• Exercise instructions
Check each line of the data for "path", and copy the ones that have it.

• Exercise inputs

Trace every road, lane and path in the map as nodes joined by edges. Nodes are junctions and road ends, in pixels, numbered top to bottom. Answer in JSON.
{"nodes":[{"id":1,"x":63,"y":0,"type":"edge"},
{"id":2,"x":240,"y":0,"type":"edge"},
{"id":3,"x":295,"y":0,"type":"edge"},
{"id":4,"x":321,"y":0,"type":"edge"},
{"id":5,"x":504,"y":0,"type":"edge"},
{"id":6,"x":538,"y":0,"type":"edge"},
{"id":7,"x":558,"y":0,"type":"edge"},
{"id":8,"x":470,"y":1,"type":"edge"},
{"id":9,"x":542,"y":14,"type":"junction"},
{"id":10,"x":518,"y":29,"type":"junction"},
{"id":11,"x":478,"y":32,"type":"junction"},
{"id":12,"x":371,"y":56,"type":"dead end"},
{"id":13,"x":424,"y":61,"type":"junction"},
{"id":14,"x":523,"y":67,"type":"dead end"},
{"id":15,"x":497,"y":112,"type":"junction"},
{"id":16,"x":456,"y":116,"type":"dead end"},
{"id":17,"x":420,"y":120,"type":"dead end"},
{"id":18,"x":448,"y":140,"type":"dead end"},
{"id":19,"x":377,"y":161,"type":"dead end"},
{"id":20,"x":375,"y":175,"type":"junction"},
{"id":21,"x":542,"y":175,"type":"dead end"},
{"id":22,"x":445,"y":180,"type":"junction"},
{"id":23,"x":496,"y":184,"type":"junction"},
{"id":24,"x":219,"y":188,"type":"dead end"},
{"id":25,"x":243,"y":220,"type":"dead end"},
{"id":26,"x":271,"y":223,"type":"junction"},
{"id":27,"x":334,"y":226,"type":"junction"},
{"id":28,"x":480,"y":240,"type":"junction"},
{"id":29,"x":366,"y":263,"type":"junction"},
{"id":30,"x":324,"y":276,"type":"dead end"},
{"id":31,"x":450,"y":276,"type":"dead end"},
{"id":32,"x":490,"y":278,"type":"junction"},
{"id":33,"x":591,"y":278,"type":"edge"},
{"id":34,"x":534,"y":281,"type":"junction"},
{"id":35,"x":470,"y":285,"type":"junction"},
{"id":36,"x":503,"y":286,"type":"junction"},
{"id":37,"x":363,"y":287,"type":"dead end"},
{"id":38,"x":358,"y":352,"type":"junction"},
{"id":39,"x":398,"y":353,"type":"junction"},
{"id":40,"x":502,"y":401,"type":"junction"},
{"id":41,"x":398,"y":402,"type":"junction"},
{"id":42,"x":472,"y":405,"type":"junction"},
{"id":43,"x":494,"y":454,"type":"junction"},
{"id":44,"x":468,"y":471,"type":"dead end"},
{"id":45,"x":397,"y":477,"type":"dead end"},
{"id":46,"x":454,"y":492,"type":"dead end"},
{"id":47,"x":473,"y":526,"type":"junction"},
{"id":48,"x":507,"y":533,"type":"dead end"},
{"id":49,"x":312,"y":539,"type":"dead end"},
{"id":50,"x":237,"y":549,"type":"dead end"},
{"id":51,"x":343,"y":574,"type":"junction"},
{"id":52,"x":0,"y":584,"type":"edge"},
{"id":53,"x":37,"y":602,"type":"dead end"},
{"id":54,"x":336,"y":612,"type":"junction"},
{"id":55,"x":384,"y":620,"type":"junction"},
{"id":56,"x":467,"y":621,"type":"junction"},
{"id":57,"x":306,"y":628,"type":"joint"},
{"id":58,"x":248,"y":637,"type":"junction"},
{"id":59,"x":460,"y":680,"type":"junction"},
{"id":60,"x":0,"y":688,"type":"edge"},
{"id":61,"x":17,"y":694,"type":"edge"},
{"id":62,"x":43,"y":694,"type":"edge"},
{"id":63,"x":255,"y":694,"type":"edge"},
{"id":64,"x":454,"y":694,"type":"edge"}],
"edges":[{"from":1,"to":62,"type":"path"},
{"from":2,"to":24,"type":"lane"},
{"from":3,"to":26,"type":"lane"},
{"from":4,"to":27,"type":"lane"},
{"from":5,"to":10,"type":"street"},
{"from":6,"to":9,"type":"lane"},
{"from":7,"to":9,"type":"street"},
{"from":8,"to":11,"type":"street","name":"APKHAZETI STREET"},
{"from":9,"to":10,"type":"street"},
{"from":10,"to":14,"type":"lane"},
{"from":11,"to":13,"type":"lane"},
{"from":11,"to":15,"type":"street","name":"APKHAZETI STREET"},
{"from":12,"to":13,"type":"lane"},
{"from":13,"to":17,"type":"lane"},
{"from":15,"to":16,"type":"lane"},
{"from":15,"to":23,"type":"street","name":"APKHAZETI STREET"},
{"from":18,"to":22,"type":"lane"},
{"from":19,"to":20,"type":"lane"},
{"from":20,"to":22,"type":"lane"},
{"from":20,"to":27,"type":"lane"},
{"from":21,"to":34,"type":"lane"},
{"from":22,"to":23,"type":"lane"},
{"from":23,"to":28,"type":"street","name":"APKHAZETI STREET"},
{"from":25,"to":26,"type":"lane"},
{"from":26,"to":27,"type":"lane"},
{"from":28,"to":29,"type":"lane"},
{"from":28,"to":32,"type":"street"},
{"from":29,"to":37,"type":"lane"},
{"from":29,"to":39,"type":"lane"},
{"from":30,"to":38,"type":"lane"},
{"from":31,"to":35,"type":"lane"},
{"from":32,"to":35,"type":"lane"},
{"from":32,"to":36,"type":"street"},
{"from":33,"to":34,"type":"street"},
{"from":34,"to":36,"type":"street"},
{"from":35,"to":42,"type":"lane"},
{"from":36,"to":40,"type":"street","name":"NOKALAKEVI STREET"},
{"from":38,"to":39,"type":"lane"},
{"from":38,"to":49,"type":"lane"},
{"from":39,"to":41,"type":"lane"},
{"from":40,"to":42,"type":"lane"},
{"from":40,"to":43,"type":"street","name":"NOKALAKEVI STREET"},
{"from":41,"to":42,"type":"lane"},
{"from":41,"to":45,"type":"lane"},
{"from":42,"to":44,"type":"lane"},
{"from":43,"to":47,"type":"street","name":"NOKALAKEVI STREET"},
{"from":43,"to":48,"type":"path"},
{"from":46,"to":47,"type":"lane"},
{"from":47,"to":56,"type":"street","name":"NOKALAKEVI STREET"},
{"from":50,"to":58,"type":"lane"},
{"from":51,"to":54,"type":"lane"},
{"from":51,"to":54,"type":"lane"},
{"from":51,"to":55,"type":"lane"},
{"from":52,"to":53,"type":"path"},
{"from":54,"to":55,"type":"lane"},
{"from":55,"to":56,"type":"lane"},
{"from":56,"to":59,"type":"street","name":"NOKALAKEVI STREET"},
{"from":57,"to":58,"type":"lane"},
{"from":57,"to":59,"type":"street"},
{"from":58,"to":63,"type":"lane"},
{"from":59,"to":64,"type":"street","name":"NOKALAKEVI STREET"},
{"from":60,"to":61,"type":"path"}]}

• Task answer
Trace every road, lane and path in the map as nodes joined by edges. Nodes are junctions and road ends, in pixels, numbered top to bottom. Answer in JSON.
"edges":[{"from":1,"to":62,"type":"path"},
{"from":43,"to":48,"type":"path"},
{"from":52,"to":53,"type":"path"},
{"from":60,"to":61,"type":"path"}]}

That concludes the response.